-- Opening Marker --
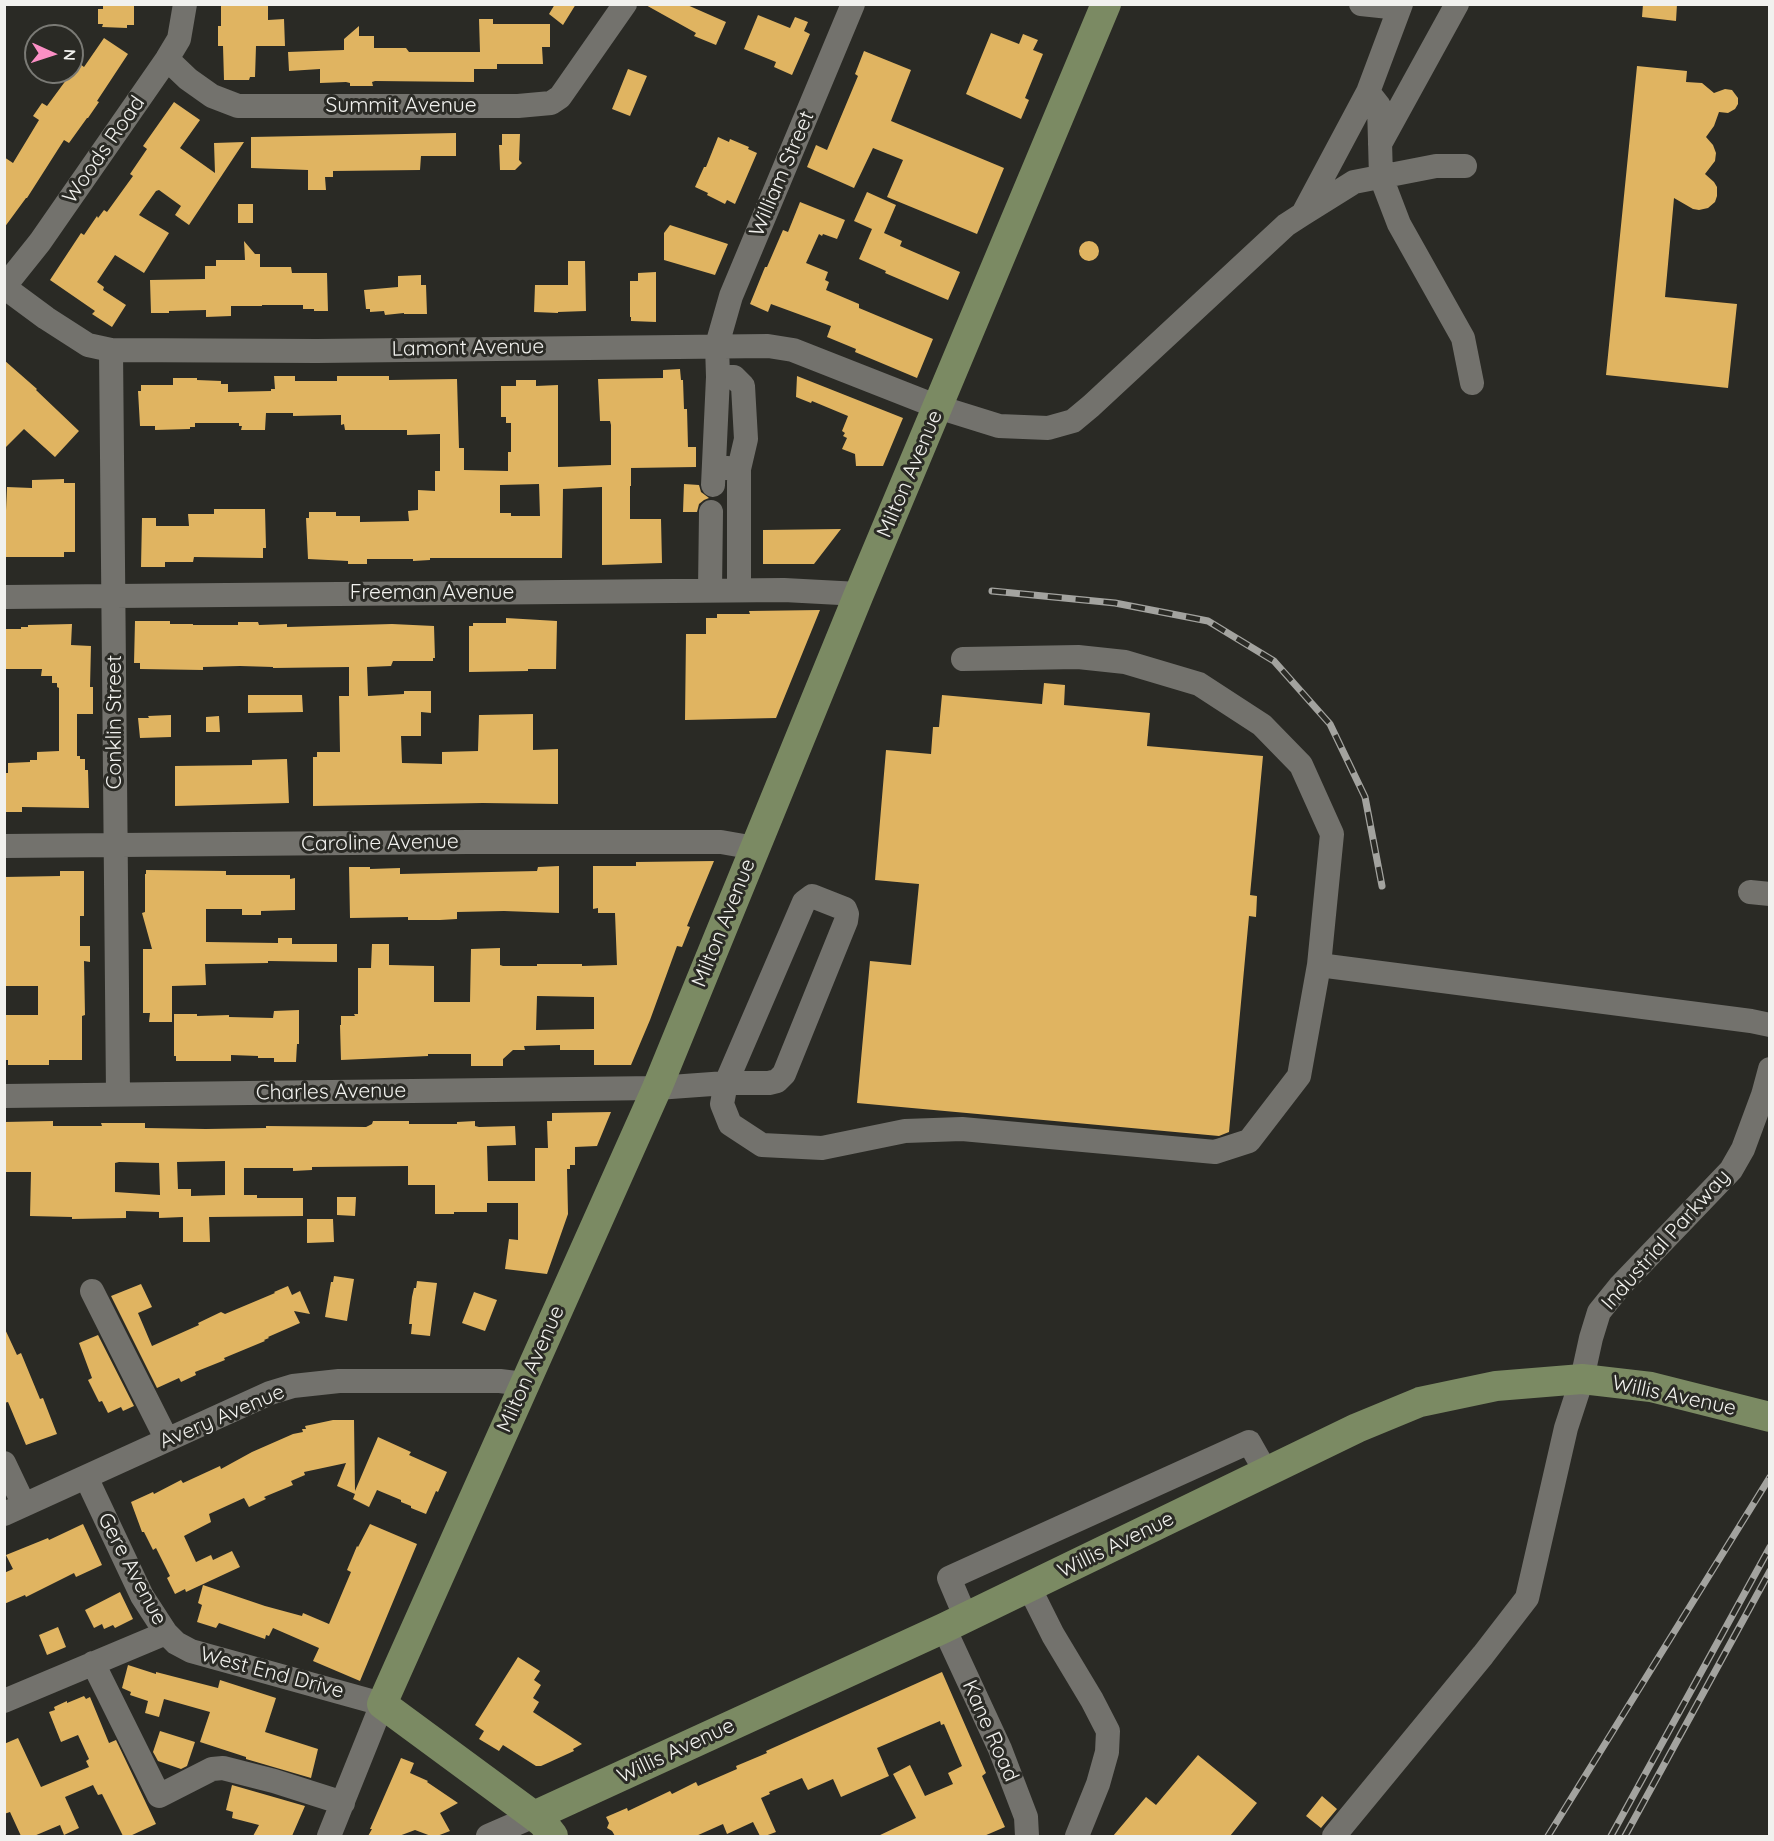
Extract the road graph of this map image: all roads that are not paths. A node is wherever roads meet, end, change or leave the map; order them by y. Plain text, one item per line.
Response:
1 (185, 4) edge
2 (625, 4) edge
3 (853, 4) edge
4 (1106, 4) edge
5 (1361, 4) edge
6 (1457, 4) edge
7 (1400, 6) edge
8 (167, 59) junction
9 (1368, 92) junction
10 (1380, 144) junction
11 (1465, 166) dead end
12 (1381, 177) junction
13 (1303, 214) junction
14 (4, 287) edge
15 (717, 345) junction
16 (111, 350) junction
17 (718, 377) junction
18 (1472, 382) dead end
19 (938, 408) junction
20 (740, 469) junction
21 (711, 512) dead end
22 (710, 590) junction
23 (739, 590) junction
24 (859, 594) junction
25 (114, 595) junction
26 (4, 597) edge
27 (963, 659) dead end
28 (116, 845) junction
29 (4, 846) edge
30 (755, 848) junction
31 (1319, 965) junction
32 (1770, 1025) edge
33 (1769, 1075) edge
34 (726, 1083) junction
35 (657, 1088) junction
36 (117, 1094) junction
37 (4, 1096) edge
38 (92, 1291) dead end
39 (1582, 1379) junction
40 (524, 1384) junction
41 (1770, 1417) edge
42 (167, 1440) junction
43 (4, 1463) edge
44 (1266, 1472) junction
45 (86, 1477) junction
46 (14, 1509) edge
47 (1029, 1587) junction
48 (955, 1623) junction
49 (166, 1633) junction
50 (93, 1663) junction
51 (4, 1701) edge
52 (382, 1704) junction
53 (343, 1803) junction
54 (543, 1826) edge
55 (329, 1836) edge
56 (488, 1836) edge
57 (1027, 1836) edge
58 (1077, 1836) edge
59 (1334, 1836) edge

1 - 8 street, Woods Road
2 - 8 street, Summit Avenue
3 - 15 street, William Street
4 - 19 main road, Milton Avenue
5 - 7 street
6 - 10 street
7 - 9 street
8 - 14 street, Woods Road
9 - 10 street
9 - 13 street
10 - 12 street
11 - 12 street, Lamont Avenue
12 - 13 street, Lamont Avenue
12 - 18 street
13 - 19 street, Lamont Avenue
14 - 16 street, Lamont Avenue
15 - 16 street, Lamont Avenue
15 - 17 street, William Street
15 - 19 street, Lamont Avenue
16 - 25 street, Conklin Street
17 - 20 street
17 - 20 street, William Street
19 - 24 main road, Milton Avenue
20 - 23 street
21 - 22 street
22 - 23 street, Freeman Avenue
22 - 25 street, Freeman Avenue
23 - 24 street, Freeman Avenue
24 - 30 main road, Milton Avenue
25 - 26 street, Freeman Avenue
25 - 28 street, Conklin Street
27 - 31 street
28 - 29 street, Caroline Avenue
28 - 30 street, Caroline Avenue
28 - 36 street, Conklin Street
30 - 35 main road, Milton Avenue
31 - 32 street
31 - 34 street
33 - 39 street, Industrial Parkway
34 - 34 street, Charles Avenue
34 - 35 street, Charles Avenue
35 - 36 street, Charles Avenue
35 - 40 main road, Milton Avenue
36 - 37 street, Charles Avenue
38 - 42 street
39 - 41 main road, Willis Avenue
39 - 44 main road, Willis Avenue
39 - 59 street, Industrial Parkway
40 - 42 street, Avery Avenue
40 - 52 main road, Milton Avenue
42 - 45 street, Avery Avenue
43 - 46 street
44 - 47 main road, Willis Avenue
44 - 48 street, Kane Road
45 - 46 street, Avery Avenue
45 - 49 street, Gere Avenue
47 - 48 main road, Willis Avenue
47 - 58 street
48 - 54 main road, Willis Avenue
48 - 57 street, Kane Road
49 - 50 street, Gere Avenue
49 - 52 street, West End Drive
50 - 51 street, Gere Avenue
50 - 53 street
52 - 53 street, Milton Avenue
52 - 54 main road
53 - 55 street, Milton Avenue
54 - 56 street, Willis Avenue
-- Closing Marker --
Each line that contains "Caroline" is to be copied from the listing above.

**ANSWER TO THE PROBLEM:**
28 - 29 street, Caroline Avenue
28 - 30 street, Caroline Avenue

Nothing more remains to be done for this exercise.